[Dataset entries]
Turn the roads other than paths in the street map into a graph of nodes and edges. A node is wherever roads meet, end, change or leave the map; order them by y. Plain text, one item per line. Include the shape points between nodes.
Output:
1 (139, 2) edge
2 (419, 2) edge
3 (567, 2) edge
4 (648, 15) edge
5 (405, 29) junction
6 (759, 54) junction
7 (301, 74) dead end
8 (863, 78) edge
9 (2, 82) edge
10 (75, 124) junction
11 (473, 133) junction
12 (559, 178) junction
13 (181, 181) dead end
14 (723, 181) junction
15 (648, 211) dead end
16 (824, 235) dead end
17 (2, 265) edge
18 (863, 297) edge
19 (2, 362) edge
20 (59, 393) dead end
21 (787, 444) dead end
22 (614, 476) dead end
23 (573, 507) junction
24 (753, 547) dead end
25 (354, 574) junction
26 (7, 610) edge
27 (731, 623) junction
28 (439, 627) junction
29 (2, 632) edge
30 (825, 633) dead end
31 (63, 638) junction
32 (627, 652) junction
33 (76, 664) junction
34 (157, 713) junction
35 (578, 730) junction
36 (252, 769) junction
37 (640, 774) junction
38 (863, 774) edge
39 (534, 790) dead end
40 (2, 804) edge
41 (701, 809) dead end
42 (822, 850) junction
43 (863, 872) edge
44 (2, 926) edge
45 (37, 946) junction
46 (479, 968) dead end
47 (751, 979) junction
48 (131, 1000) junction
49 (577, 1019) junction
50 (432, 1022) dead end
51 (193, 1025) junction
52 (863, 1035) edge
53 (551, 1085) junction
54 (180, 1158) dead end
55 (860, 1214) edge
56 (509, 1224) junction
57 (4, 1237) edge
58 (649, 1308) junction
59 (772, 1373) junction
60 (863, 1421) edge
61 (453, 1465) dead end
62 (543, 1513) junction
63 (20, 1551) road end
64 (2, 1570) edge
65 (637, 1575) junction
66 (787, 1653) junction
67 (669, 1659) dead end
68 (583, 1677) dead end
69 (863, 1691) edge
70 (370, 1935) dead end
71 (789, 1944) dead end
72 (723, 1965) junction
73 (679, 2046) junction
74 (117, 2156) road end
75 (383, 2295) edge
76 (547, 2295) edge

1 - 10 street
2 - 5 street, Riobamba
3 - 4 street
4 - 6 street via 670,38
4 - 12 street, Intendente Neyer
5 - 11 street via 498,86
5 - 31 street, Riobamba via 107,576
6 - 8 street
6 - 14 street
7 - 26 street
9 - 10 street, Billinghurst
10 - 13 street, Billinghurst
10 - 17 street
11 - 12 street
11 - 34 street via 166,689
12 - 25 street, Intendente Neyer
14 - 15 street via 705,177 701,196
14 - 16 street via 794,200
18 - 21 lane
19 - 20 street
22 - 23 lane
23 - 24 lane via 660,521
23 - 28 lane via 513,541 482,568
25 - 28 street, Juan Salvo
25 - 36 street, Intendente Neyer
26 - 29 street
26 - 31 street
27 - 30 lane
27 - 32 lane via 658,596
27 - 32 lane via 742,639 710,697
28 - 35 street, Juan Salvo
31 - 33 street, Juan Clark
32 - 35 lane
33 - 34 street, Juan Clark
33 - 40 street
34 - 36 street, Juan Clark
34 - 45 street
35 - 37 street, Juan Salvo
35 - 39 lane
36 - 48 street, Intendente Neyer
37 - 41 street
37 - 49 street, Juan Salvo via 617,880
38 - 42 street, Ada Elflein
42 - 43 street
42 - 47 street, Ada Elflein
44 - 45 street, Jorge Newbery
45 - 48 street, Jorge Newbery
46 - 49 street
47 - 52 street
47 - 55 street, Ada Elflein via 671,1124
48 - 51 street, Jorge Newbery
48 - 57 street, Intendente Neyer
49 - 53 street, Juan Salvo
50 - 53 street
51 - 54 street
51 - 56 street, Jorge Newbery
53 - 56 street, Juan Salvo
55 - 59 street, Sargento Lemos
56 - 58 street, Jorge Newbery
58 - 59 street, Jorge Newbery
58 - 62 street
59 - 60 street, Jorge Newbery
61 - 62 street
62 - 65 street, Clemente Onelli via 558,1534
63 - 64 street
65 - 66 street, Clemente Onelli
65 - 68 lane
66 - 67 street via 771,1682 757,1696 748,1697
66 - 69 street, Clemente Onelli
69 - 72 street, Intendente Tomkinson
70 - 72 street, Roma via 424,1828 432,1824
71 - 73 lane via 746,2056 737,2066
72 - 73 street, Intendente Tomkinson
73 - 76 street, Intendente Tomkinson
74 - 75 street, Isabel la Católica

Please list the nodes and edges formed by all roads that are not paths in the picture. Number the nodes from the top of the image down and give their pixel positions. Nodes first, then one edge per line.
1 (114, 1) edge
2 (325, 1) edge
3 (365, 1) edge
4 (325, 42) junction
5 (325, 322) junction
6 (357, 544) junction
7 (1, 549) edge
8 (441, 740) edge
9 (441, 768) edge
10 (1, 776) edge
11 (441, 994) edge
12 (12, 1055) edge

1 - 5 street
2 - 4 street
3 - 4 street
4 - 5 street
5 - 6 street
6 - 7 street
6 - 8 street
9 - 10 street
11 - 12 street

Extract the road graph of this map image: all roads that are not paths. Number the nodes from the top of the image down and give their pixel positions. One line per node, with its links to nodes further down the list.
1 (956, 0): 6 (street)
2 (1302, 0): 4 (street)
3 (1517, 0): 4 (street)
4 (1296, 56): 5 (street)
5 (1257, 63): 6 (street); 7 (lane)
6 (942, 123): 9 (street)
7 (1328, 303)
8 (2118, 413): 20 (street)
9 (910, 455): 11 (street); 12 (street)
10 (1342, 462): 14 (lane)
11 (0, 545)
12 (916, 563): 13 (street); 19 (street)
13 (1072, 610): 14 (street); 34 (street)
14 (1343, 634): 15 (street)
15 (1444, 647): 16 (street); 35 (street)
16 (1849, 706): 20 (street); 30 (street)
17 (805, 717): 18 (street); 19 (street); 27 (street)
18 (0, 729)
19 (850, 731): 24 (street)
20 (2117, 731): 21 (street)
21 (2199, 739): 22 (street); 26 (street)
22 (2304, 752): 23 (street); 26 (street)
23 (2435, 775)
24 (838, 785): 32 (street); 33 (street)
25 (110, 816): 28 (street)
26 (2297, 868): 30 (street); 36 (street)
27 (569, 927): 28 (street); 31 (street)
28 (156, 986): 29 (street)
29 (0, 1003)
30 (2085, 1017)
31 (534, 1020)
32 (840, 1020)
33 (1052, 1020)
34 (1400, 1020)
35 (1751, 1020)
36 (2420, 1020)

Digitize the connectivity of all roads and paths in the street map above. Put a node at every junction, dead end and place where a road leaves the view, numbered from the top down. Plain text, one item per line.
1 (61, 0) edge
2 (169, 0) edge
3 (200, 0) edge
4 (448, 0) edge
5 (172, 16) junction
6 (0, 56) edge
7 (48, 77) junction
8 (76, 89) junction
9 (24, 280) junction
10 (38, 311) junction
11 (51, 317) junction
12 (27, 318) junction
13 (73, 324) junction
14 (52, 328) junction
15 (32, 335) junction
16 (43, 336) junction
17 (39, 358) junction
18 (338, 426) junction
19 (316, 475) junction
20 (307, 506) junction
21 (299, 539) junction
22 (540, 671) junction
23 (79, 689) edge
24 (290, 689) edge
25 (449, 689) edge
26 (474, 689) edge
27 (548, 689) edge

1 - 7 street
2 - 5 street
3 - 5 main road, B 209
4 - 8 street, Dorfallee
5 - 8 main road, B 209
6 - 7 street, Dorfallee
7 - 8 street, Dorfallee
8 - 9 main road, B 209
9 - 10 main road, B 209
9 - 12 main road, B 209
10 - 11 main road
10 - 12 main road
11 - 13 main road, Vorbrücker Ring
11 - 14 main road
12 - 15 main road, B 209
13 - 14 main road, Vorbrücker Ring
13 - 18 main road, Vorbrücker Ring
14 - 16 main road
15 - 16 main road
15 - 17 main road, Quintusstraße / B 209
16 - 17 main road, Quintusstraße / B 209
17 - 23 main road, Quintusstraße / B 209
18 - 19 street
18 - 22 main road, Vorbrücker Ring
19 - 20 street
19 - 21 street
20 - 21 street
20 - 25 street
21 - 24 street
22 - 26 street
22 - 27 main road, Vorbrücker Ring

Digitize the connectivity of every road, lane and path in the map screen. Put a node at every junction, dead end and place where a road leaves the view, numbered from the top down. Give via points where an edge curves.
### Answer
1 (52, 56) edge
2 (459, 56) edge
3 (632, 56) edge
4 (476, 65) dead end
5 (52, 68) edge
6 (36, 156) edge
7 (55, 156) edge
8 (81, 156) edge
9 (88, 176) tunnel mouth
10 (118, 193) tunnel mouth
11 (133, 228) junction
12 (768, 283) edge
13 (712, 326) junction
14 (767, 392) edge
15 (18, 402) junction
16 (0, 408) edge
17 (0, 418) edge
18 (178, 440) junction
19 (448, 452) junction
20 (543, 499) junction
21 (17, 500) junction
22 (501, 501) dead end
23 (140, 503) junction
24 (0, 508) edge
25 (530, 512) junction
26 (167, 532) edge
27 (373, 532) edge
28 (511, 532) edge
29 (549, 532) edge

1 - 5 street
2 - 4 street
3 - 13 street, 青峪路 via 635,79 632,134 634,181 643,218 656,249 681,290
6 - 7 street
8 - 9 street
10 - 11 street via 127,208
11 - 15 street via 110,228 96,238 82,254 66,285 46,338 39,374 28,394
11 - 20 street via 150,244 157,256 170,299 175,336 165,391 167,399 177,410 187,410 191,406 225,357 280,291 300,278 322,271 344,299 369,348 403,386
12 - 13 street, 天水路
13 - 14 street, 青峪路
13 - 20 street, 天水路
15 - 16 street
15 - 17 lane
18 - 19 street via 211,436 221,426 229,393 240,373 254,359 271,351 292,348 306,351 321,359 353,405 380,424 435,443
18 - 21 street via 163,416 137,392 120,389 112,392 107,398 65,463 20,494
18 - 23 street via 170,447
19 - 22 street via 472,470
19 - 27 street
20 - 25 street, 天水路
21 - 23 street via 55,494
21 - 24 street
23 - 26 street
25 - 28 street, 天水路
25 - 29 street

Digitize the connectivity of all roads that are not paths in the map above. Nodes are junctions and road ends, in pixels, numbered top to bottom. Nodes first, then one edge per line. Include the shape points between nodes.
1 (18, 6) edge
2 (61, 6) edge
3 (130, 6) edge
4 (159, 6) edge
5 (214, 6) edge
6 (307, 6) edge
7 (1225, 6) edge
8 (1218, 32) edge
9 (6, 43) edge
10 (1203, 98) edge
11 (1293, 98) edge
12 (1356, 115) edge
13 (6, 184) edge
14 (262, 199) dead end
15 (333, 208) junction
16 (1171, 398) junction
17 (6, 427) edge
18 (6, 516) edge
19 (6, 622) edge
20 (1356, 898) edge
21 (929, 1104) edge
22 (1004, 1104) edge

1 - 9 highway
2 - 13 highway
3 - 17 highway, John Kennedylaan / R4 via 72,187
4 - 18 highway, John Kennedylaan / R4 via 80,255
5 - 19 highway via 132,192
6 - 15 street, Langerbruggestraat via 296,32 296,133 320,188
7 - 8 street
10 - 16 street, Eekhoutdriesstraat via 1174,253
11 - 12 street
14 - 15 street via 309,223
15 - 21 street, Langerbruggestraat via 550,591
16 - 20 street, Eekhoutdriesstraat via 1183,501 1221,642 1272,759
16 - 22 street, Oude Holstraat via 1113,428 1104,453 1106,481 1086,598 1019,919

[Prompt] Which lines in the records above hold the string "highway"? Copy each of them.

[Answer space]
1 - 9 highway
2 - 13 highway
3 - 17 highway, John Kennedylaan / R4 via 72,187
4 - 18 highway, John Kennedylaan / R4 via 80,255
5 - 19 highway via 132,192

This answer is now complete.